Prof. Gergely Csibra (Cognitive Development Centre, Budapest)

http://people.ceu.hu/gergely_csibra

Thursday 23rd January, Psychology 127, 2.30-4pm

Non-verbal generics’

All human languages allow for making generic statements about kinds, which fosters the acquisition of generic knowledge by linguistic communication. I present recent findings that suggest that non-verbal ostensive communication may also induce the expectation of generic content already in pre-verbal infants. In particular, our studies demonstrate that, when the objects are deictically referred by a communicator, 9-month-old infants, like adults, tend to encode kind-relevant properties, like shape and colour, of the objects while ignoring their incidental properties, such as location and numerosity.

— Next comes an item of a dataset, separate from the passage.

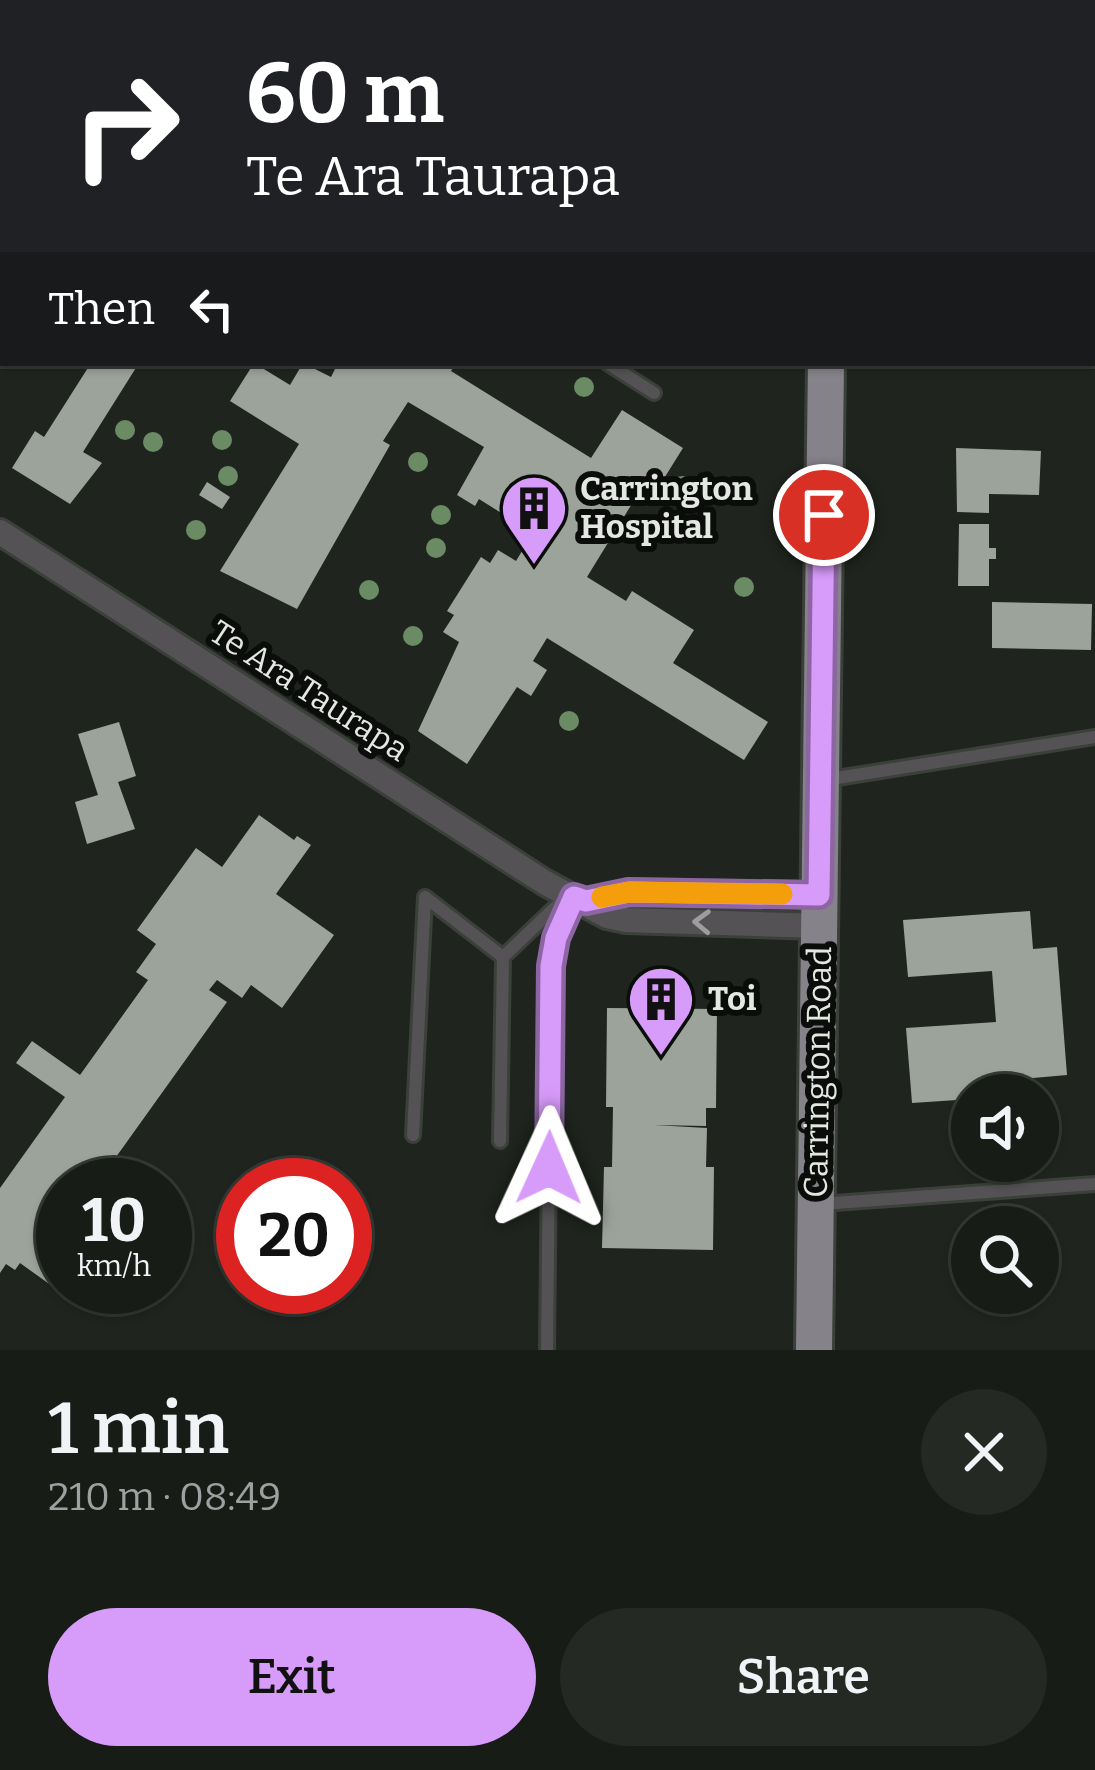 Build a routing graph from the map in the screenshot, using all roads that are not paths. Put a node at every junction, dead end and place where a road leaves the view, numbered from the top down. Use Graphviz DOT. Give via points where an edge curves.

These findings suggest that non-verbal demonstratives are expected to refer to the object kind, rather than to the particular objects present in the scene. In a further series of studies using electrophysiological measures we have found that as soon as infants start to learn words for objects, they assume that verbal labels refer to object kinds rather than to individuals or object features. Furthermore, our evidence suggests that seeing pictures of familiar objects activate the representation of the corresponding kind concepts in the infant brain only when the objects are presented in an ostensive-referential context. I propose that these phenomena reflect an expectation of genericity elicited by ostensive communication, and such a bias assists the learning of generic knowledge from others.